Las tradiciones parecen entretener los días de quienes viven en esta zona, cada aldea de las 38 que componen el municipio le guarda devoción a un santo. La que alaba a La Candelaria se la reparten en varios caseríos, va desde la misma capital de la localidad y se extiende hasta llegar a Mesa Bolívar, donde se trabaja todo el año en enaltecer a la Virgen, donde se espera con paciencia su aniversario para armar la fiesta. Todos son sus servidores y por lo menos la mitad de sus habitantes se convierten oficialmente en vasallos, que se rinden a sus pies cada 2 de febrero y comienzan el baile una semana antes de la fecha. La danza que aquí se presencia representa uno de los más importantes testimonios espirituales de la conjunción de las tres razas que conforman la particularidad étnica del pueblo venezolano. 

Con trazos y elementos indígenas, españoles y africanos se baila para corresponder a la madre de Dios la fertilidad del suelo desde 1920 cuando, dicen quienes aquí hacen vida, todo lo que ahora son calles y casas era una gran hacienda llamada El Cañadón. Por eso hacia la aldea donde estaba la vivienda principal llega la imagen de la Virgen el 31 de enero en procesión, los danzantes conforman dos extensas columnas de hombres haciendo parejas, de mayor a menor todos llevan un garrote en una mano y una maraca en la otra. Siguen a su capitán Andrés Altuve, quien dirige y enseña desde hace treinta años. Ellos van al ritmo de la música que toca un violinista, un tamborero y un cuatrista, hacen paradas dedicando salves en los pequeños altares de cuanta vivienda encuentran. 

Pero esta actividad tan hermosa, resulta que no es el acto principal que honra lo que representa una imagen. La fiesta central inicia el primero de febrero en la noche, cuando todo el pueblo se queda a oscuras, por media hora, se corta la electricidad y cientos de velas alumbran los rezos. 

La figura es llevada entonces hasta un lugar que llaman La Loma, desde donde se ve más allá del pueblo, porque aseguran sus habitantes que despejado el Lago de Maracaibo hace gala de su belleza, y en el mes de noviembre el Relámpago del Catatumbo deslumbra con su imponencia. Desde allí nuevamente parten los vasallos, enfundados ahora en su traje tradicional de pantalones rojos, camisa blanca y capa azul, van por todas partes bailando hasta llegar a la iglesia, eje principal de la devoción y esperanza, espacio donde se ora y se agradece. 

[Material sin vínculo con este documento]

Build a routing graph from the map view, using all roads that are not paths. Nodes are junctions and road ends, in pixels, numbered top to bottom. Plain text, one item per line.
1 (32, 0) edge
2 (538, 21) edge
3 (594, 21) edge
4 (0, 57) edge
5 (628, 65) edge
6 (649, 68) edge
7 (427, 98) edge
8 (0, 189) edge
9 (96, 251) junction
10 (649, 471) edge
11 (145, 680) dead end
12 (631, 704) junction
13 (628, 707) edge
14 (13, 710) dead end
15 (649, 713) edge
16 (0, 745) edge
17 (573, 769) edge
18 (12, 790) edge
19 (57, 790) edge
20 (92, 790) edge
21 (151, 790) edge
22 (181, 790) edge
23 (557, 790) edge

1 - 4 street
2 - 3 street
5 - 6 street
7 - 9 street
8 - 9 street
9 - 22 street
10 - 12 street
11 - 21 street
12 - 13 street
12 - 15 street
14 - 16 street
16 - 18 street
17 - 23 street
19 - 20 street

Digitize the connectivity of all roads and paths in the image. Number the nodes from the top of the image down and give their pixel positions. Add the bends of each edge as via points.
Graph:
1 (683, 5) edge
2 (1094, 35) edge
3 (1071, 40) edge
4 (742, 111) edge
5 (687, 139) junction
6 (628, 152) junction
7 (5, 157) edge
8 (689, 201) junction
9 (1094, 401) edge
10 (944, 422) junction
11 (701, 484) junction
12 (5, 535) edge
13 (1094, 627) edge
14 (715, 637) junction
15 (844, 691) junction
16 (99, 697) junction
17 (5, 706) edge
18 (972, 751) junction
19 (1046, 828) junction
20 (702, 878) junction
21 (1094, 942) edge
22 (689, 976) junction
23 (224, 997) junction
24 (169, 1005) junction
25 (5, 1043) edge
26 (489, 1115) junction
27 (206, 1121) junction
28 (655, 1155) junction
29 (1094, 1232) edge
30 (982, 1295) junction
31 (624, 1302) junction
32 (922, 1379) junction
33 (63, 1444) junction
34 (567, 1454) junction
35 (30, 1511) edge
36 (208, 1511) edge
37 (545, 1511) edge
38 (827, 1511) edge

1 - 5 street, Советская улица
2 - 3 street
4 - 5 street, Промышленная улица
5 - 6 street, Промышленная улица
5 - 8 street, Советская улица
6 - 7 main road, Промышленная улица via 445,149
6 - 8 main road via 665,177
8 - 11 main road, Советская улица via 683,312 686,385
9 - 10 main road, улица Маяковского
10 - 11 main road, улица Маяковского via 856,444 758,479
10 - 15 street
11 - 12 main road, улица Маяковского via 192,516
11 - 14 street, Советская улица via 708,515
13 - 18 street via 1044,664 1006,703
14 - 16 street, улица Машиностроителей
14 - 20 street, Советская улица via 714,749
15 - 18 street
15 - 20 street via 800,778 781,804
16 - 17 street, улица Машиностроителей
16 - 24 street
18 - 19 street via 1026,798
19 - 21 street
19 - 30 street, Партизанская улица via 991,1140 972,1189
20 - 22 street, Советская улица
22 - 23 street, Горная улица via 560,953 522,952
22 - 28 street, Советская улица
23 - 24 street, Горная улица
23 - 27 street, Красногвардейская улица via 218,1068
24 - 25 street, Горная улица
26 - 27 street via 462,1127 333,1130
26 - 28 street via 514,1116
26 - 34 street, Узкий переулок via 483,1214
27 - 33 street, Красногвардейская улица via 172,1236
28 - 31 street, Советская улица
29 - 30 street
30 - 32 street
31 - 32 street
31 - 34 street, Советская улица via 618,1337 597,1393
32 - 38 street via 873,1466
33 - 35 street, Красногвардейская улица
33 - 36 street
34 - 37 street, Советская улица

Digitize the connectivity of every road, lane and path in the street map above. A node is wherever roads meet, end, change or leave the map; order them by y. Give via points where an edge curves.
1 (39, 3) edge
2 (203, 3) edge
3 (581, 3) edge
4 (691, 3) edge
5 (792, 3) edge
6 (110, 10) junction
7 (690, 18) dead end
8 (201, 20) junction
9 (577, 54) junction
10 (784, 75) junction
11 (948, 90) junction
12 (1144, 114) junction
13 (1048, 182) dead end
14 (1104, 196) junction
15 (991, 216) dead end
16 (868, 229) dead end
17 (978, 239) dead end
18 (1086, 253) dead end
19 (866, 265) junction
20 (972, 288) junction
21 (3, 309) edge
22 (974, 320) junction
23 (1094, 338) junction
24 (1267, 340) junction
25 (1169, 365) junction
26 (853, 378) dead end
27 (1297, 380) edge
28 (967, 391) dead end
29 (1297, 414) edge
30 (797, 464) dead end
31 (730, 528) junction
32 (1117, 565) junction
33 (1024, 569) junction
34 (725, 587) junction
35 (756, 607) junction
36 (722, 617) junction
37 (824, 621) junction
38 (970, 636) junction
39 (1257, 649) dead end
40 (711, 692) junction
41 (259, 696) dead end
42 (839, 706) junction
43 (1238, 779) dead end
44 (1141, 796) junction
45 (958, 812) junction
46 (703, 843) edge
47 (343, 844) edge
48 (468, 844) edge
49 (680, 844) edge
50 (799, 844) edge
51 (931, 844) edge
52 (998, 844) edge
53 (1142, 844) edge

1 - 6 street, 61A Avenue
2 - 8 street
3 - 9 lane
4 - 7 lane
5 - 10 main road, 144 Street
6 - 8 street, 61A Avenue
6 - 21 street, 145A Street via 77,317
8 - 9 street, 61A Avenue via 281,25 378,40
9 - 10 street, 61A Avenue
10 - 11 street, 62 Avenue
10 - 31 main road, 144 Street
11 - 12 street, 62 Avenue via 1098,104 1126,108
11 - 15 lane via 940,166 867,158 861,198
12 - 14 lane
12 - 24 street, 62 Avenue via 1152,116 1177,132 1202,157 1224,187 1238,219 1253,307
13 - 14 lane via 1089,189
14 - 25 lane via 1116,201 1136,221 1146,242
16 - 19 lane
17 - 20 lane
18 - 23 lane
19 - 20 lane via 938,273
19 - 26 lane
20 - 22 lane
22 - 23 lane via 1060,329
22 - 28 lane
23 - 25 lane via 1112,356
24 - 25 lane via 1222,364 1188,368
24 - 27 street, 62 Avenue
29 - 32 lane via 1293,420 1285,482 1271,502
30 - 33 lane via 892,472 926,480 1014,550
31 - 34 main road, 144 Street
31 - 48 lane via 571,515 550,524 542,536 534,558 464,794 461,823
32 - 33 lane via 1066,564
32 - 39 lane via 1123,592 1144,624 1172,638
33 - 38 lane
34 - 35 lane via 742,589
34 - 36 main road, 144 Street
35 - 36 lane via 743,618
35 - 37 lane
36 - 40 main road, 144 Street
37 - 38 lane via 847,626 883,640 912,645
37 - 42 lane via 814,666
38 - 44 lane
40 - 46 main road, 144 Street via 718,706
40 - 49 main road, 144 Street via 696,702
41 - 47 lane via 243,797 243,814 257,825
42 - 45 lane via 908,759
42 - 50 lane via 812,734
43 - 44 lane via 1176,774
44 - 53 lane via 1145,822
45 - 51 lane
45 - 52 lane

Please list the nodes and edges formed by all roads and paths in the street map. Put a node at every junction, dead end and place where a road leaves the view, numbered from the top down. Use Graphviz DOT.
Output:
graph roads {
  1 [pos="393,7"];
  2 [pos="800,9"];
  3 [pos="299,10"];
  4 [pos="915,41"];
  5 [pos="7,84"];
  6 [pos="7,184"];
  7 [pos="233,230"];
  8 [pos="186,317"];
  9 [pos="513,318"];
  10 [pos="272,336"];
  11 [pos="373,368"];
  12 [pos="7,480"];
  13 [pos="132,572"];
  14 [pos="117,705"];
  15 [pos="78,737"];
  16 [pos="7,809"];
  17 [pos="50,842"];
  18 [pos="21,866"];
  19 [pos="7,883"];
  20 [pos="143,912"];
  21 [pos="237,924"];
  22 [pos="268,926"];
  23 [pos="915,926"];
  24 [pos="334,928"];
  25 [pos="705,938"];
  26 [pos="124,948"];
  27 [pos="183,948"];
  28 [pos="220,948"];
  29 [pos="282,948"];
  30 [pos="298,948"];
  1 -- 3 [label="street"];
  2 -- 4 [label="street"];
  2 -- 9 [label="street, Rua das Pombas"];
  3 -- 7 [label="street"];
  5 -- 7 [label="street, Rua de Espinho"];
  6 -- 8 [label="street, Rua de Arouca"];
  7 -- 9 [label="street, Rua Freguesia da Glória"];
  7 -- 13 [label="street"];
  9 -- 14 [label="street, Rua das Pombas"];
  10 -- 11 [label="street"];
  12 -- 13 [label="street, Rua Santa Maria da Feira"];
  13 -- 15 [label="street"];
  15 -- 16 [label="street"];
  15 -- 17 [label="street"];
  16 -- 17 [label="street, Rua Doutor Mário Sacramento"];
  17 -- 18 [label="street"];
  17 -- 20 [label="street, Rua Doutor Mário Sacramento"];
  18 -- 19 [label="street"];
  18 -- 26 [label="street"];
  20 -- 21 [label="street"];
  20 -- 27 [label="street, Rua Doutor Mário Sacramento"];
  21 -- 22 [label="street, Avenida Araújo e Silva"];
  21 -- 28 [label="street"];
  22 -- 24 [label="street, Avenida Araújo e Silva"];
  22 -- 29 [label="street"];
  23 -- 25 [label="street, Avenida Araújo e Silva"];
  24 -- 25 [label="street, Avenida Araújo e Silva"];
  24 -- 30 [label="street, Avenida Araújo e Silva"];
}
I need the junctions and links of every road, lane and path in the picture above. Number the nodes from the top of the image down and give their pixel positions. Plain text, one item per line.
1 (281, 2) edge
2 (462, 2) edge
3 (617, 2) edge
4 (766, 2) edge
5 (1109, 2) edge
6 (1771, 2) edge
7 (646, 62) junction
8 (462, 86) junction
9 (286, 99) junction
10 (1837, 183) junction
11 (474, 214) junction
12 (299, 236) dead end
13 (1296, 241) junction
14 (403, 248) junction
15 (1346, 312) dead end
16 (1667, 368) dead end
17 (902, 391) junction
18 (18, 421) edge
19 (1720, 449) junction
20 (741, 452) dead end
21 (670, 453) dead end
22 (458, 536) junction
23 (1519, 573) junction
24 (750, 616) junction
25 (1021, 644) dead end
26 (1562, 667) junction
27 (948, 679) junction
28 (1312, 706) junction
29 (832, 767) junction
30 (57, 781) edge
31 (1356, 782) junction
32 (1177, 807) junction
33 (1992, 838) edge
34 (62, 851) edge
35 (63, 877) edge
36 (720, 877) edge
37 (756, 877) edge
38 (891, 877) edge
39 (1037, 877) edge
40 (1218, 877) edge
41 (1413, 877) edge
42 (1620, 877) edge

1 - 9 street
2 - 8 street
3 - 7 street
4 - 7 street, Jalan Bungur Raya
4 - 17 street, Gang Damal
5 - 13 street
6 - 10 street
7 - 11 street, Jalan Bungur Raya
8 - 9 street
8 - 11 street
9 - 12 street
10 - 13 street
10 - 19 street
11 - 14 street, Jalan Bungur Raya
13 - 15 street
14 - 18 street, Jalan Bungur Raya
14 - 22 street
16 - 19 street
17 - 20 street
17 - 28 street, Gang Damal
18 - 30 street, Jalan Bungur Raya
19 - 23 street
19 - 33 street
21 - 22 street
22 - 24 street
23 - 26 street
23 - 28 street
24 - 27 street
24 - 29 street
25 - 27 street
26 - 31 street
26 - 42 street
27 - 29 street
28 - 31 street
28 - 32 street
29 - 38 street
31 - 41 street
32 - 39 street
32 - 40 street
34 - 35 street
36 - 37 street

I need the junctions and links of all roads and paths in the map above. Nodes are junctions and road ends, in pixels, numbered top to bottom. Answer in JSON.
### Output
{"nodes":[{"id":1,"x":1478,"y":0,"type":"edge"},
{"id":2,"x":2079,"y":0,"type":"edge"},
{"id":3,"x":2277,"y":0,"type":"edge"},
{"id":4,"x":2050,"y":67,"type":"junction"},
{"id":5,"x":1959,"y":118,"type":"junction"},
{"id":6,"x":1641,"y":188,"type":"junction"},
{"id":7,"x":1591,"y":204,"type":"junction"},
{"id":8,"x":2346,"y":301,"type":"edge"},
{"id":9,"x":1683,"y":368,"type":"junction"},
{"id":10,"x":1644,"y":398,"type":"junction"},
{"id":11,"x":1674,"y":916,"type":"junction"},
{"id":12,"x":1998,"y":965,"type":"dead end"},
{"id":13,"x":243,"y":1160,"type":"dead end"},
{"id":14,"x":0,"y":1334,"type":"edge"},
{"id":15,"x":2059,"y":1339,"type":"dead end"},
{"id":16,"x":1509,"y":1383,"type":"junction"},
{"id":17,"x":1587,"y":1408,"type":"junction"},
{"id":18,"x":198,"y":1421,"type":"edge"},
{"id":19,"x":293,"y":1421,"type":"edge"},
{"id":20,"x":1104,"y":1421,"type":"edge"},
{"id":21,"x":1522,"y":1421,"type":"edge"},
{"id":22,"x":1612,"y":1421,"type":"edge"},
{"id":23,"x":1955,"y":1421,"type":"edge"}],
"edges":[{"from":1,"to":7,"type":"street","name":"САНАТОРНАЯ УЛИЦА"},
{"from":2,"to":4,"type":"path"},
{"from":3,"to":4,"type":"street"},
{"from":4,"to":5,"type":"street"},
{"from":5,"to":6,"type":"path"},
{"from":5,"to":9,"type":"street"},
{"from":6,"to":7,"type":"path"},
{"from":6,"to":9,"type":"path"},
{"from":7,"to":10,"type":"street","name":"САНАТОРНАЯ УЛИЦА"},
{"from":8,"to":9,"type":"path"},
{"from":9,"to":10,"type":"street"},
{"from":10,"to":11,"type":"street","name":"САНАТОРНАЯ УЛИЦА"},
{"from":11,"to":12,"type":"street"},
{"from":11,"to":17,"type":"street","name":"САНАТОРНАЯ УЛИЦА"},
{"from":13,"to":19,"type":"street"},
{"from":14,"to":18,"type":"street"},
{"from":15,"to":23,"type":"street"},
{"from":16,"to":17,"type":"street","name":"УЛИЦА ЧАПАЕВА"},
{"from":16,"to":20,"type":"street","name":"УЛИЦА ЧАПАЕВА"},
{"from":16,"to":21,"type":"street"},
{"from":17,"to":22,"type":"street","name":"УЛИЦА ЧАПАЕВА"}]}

Todos por estos lados agradecen, es una palabra que conocen muy bien los oriundos de Antonio Pinto Salinas. La mejor forma que conocen de retribuir los favores concedidos es ponerse al servicio de Dios. Así pasa en Mesa de las Palmas, parroquia que no llega a caserío, espacio de angostísimas calles rodeado de siembras de plátano, arvejas y café, mucho café. Rincón de un modesto templo que venera a La Virgen de Coromoto, hogar de la cofradía que la adora con su baile. 

En septiembre cada año, 94 personas, entre mujeres y hombres cumplen su promesa de fe que principalmente está dirigida a la siembra, sin embargo hay quienes danzan con todas sus fuerzas pidiendo salud. De esta forma lo hace Johamakarú Ruiz, hija del cacique de estos vasallos, niña que nació con la tradición hace 21 años. Ella se ha dedicado a entrenar a las más jóvenes, a orar y a adorar porque asegura que es la Coromoto quien la mantiene con vida, la que impide le den convulsiones a causa de su epilepsia, sin haber tomado un solo medicamento en un año, la que le permite estudiar enfermería para curar a otros. 

Porque si algo se comprueba al recorrer este valle es que la fe es la que mueve su gente, la confianza en algo divino es la que conduce sus acciones y la esperanza les hace seguir creyendo en los frutos de su tierra.